Munster’s argument Friday represents an evolution in his valuation assessment of Apple, a company which he covered as a longtime analyst at investment bank Piper Jaffray.
Last year, he had been making the case for Apple to trade more like a consumer staples company, Clorox and Coca-Cola, which tend to have lower multiples than tech stocks.
“We cannot live without Apple.
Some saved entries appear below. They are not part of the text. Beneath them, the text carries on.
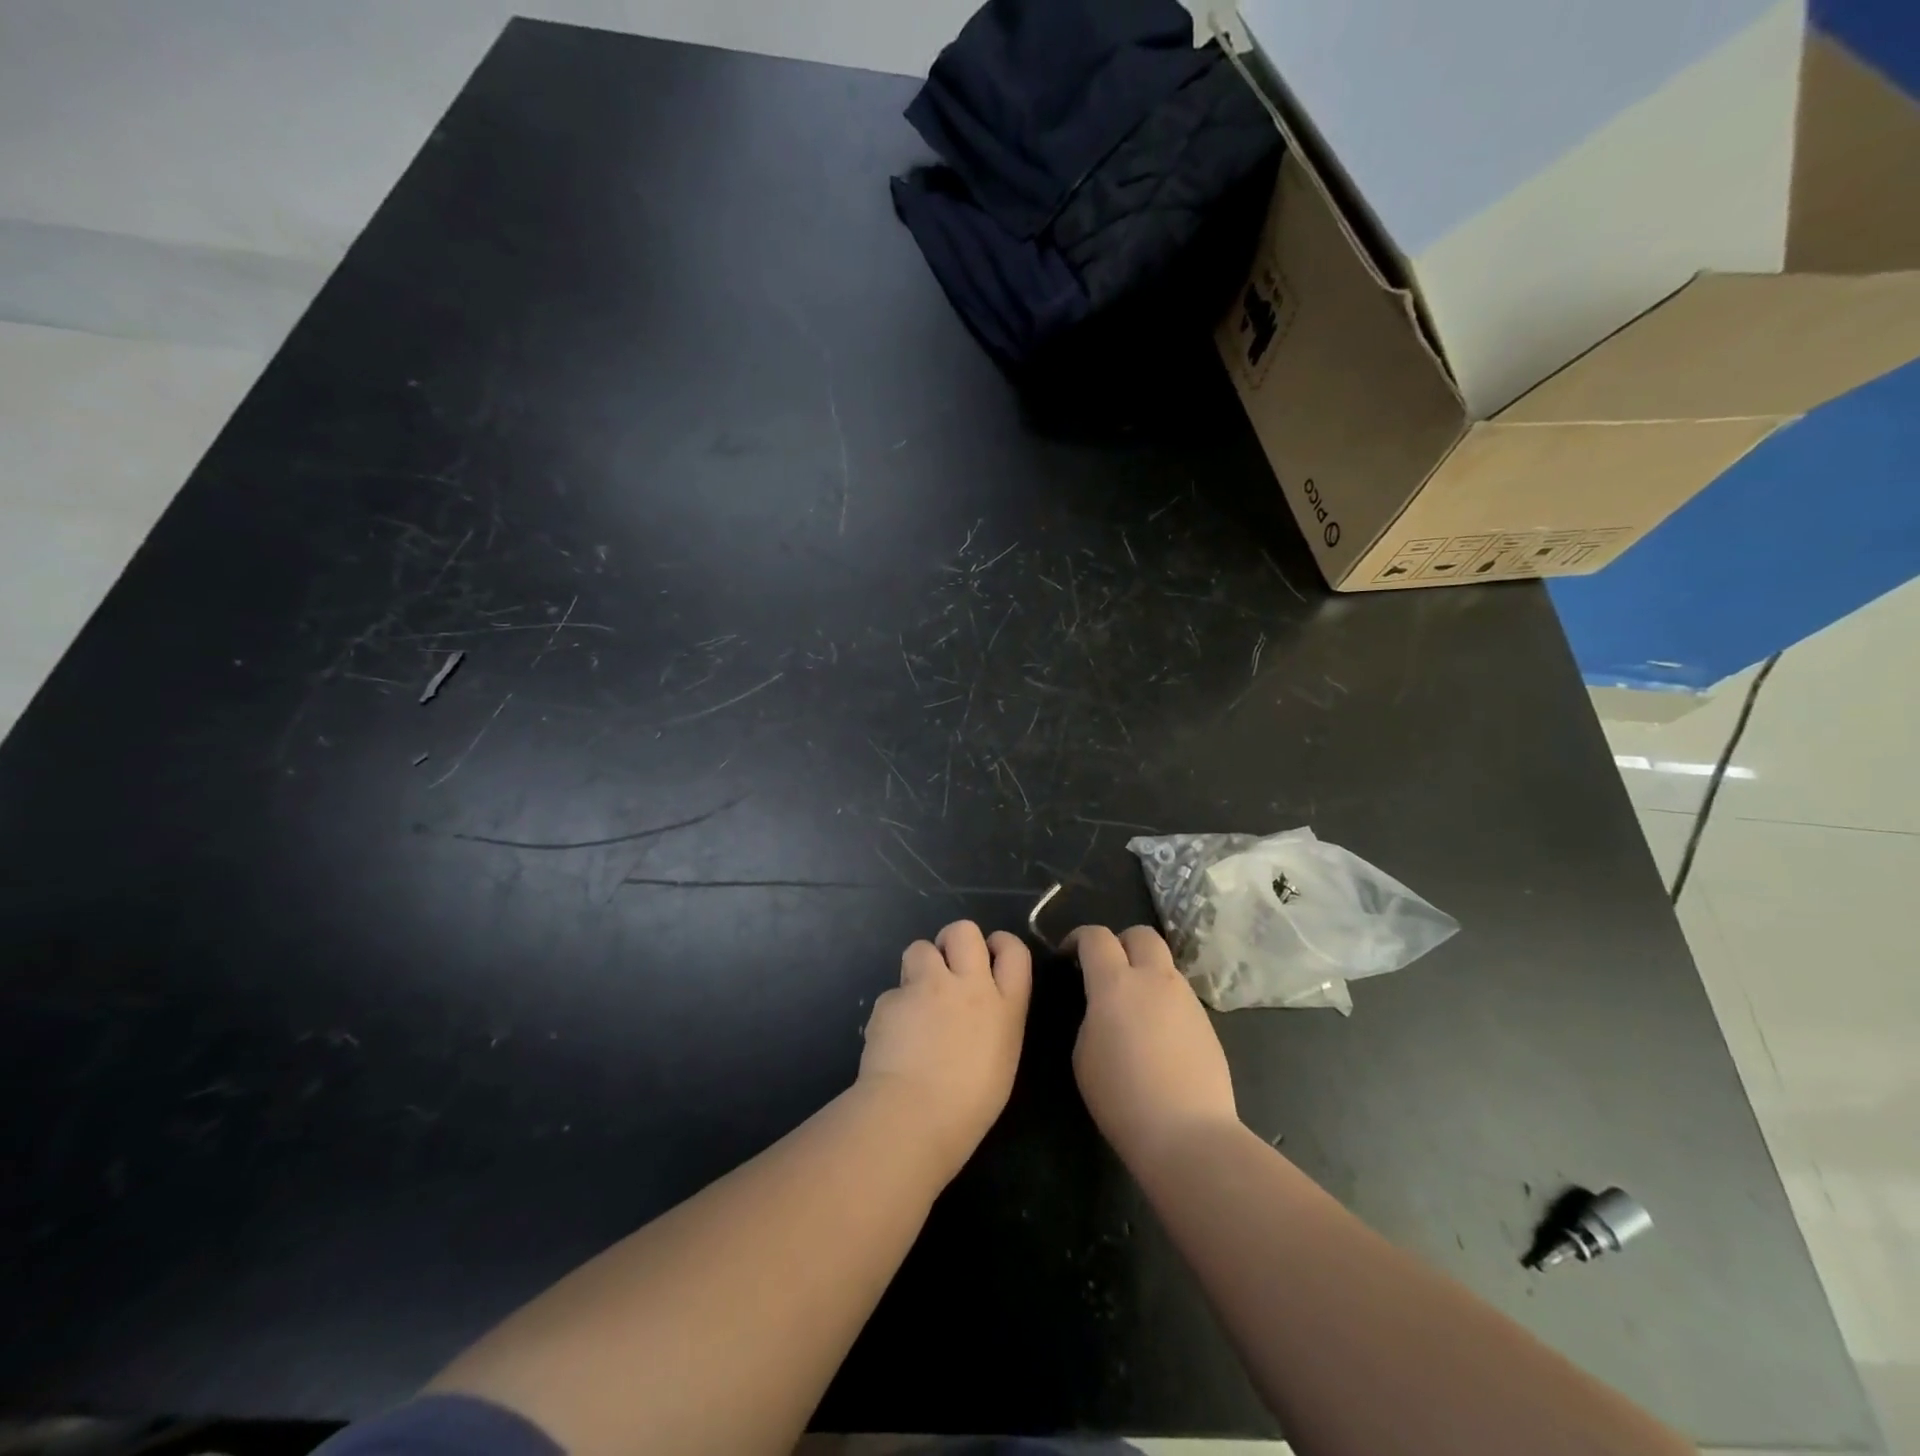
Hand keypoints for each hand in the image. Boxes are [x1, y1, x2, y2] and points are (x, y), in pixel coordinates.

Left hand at [858, 920, 1031, 1178]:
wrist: (913, 1115)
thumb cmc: (969, 1106)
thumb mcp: (1001, 1059)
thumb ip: (994, 1022)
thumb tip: (977, 1013)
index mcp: (1005, 1006)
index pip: (1014, 950)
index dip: (1001, 944)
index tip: (990, 953)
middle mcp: (968, 985)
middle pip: (964, 930)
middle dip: (954, 941)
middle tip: (947, 967)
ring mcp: (927, 987)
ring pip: (920, 947)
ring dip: (919, 966)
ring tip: (916, 998)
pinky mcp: (891, 998)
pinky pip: (893, 991)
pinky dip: (895, 1008)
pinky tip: (893, 1036)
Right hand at [1070, 925, 1237, 1172]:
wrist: (1187, 1133)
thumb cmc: (1121, 1097)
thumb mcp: (1083, 1053)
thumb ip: (1090, 1015)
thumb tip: (1101, 1005)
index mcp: (1115, 983)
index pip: (1096, 937)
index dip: (1078, 938)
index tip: (1068, 956)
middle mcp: (1154, 979)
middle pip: (1140, 934)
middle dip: (1120, 942)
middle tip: (1106, 969)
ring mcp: (1186, 998)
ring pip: (1164, 963)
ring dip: (1144, 970)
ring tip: (1132, 1006)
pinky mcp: (1206, 1021)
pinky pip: (1179, 993)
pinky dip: (1162, 998)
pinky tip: (1156, 1033)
We cannot live without those other staples,” Munster said in April, when he predicted a big two-year run to the upside for Apple.
Betting on Apple’s ascent has, so far, proved correct as shares have risen more than 50% since his April prediction and more than 100% in the past 12 months.
Apple is expected to release its latest quarterly earnings report after the bell on Jan. 28.
Expectations for Apple in 2020 are somewhat mixed as the Cupertino, California-based company prepares its entrance into the world of 5G technology.
Later this year, Apple is widely expected to release its first 5G-enabled iPhones, which could help accelerate what has been slumping sales growth for its signature product.
Services and wearable devices such as AirPods and the Apple Watch have more recently powered the company’s growth.
Munster thinks investors should temper their expectations around Apple and the next-generation wireless technology — for now, at least.
“Ultimately, this is a massive opportunity for Apple, huge play on 5G, but it’s going to take a while for networks to roll out coverage,” he said back in December.
However, Wedbush’s Dan Ives, for example, believes the 5G-compatible phones could drive a “transformational 5G super cycle” for Apple, and the analyst on Monday raised his price target accordingly to $400 per share.